The discs from which the two Sibelius symphonies derive either had quieter surfaces or the bristle has been subdued. Mr Obert-Thorn helpfully tells us that van Kempen made: "many memorable recordings (with the Dresden Philharmonic) for Grammophon/Polydor from the late 1930s through the early 1940s (including a Beethoven Fifth reissued on Pristine PASC 327). These (the Grieg items) were pressed on war-time shellac with a higher-than-usual level of surface noise."
Van Kempen's Sibelius Fifth is generally steady and precise but the major climactic motif at 6:00 is briskly put across: urgency rather than lush expansion. The last few pages of the first movement seethe and tramp forward at considerable speed but without descent into gabble. On an audio front I do not like the way the middle movement ends like a cliff-edge into silence. More 'surface' would have produced a less brutal drawing of breath before the measured finale in which an epic stride is intensified by wonderfully lucid delineation of the brass.

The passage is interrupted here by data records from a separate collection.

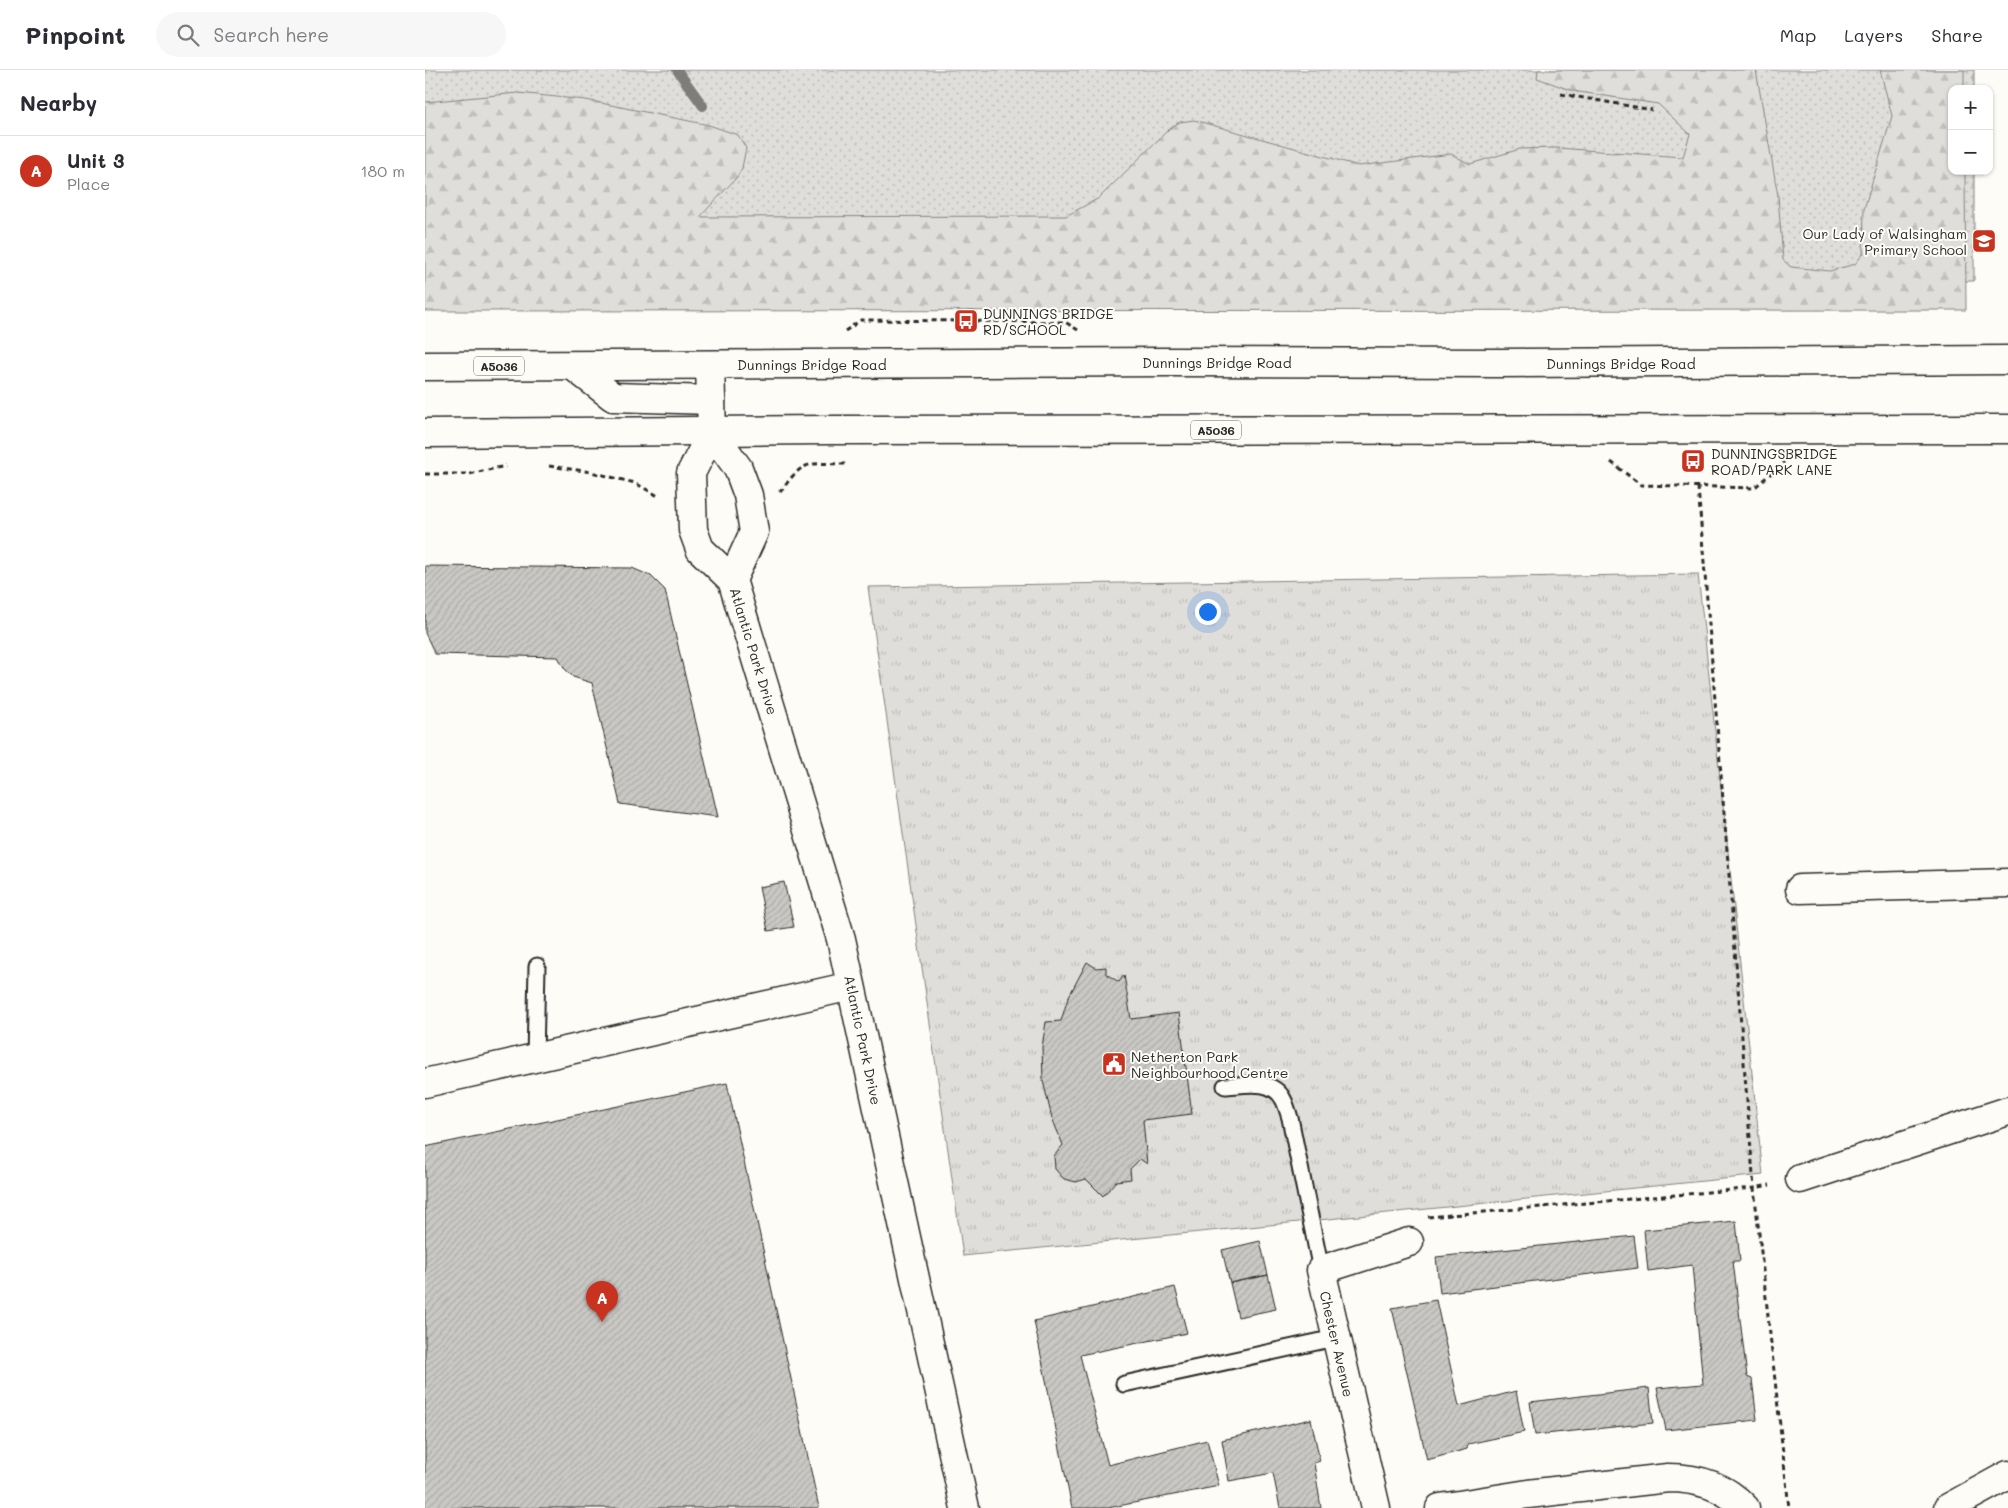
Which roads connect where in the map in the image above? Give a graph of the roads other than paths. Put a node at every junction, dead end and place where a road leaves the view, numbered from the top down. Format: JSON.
{"nodes":[{"id":1,"x":2008,"y":360,"type":"edge"},
{"id":2,"x":710,"y":364,"type":"junction"},
{"id":3,"x":425,"y":366,"type":"edge"},
{"id":4,"x":573,"y":366,"type":"junction"},
{"id":5,"x":711,"y":400,"type":"junction"},
{"id":6,"x":2008,"y":429,"type":"edge"},
{"id":7,"x":712,"y":432,"type":"junction"},
{"id":8,"x":425,"y":433,"type":"edge"},
{"id":9,"x":733,"y":580,"type":"junction"},
{"id":10,"x":2008,"y":883,"type":"edge"},
{"id":11,"x":1800,"y":889,"type":"dead end"},
{"id":12,"x":537,"y":966,"type":"dead end"},
{"id":13,"x":851,"y":986,"type":"junction"},
{"id":14,"x":535,"y":1058,"type":"junction"},
{"id":15,"x":425,"y":1083,"type":"edge"},
{"id":16,"x":1225,"y":1086,"type":"dead end"},
{"id":17,"x":2008,"y":1112,"type":"edge"},
{"id":18,"x":1800,"y":1178,"type":"road end"},
{"id":19,"x":1409,"y":1242,"type":"dead end"},
{"id":20,"x":1321,"y":1270,"type":"junction"},
{"id":21,"x":1335,"y":1338,"type":"junction"},
{"id":22,"x":1123,"y":1384,"type":"dead end"},
{"id":23,"x":2008,"y":1475,"type":"edge"},
{"id":24,"x":965,"y":1508,"type":"edge"},
{"id":25,"x":1376,"y":1508,"type":"edge"},
{"id":26,"x":1440,"y":1508,"type":"edge"},
{"id":27,"x":1745,"y":1508,"type":"edge"},
{"id":28,"x":1948,"y":1508,"type":"edge"}],
"edges":[{"from":1,"to":2,"type":"main road","name":"Dunnings Bridge Road","number":"A5036"},
{"from":2,"to":4,"type":"main road","name":"Dunnings Bridge Road","number":"A5036"},
{"from":2,"to":5,"type":"main road"},
{"from":3,"to":4,"type":"main road","name":"Dunnings Bridge Road","number":"A5036"},
{"from":4,"to":5,"type":"main road"},
{"from":5,"to":7,"type":"main road"},
{"from":6,"to":7,"type":"main road","number":"A5036"},
{"from":7,"to":8,"type":"main road","number":"A5036"},
{"from":7,"to":9,"type":"main road","name":"Atlantic Park Drive"},
{"from":7,"to":9,"type":"main road","name":"Atlantic Park Drive"},
{"from":9,"to":13,"type":"main road","name":"Atlantic Park Drive"},
{"from":10,"to":11,"type":"main road"},
{"from":12,"to":14,"type":"lane"},
{"from":13,"to":14,"type":"main road"},
{"from":13,"to":24,"type":"main road","name":"Atlantic Park Drive"},
{"from":14,"to":15,"type":"main road"},
{"from":16,"to":20,"type":"lane"},
{"from":17,"to":18,"type":"main road"},
{"from":19,"to":20,"type":"main road"},
{"from":20,"to":21,"type":"main road","name":"Chester Avenue"},
{"from":21,"to":22,"type":"lane"},
{"from":21,"to":25,"type":"main road","name":"Chester Avenue"},
{"from":23,"to":28,"type":"main road"},
{"from":26,"to":27,"type":"main road"}]}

The producer tells us that "A post-war yellow-label DGG pressing with relatively quieter surfaces than wartime pressings was located for this transfer."
That single instance of speed, bordering on the impetuous, in the Fifth, carries over into van Kempen's pulse-racing account of the Seventh. At 16:14 this is fast - the fastest so far on record. Ears and minds are conditioned by the recorded consensus which has turned its back on these speeds. If you hanker after Sibelius at a Golovanov-like pace then this is for you. Certainly, there's no gainsaying the excitement van Kempen inculcates and radiates at this pace. It's an early recording of a work then only several decades old but later versions left this conductor's example abandoned at the roadside. For me this still makes for a stimulating listen … but only once in a while. My admiration for Mravinsky's Leningrad Phil and Ormandy Philadelphia, more expansive yet intense versions, has not been supplanted. Give me those two alternatives' upward yearning radiance and primeval tragic brass. Was van Kempen's No. 7 accelerated, I wonder, to fit into the final side of four of a 1950s LP set which had the Bruckner Fourth Symphony as its principal offering? I should add that Mahler's Fourth with the Hilversum Radio Philharmonic (Telefunken) is on Pristine PASC466.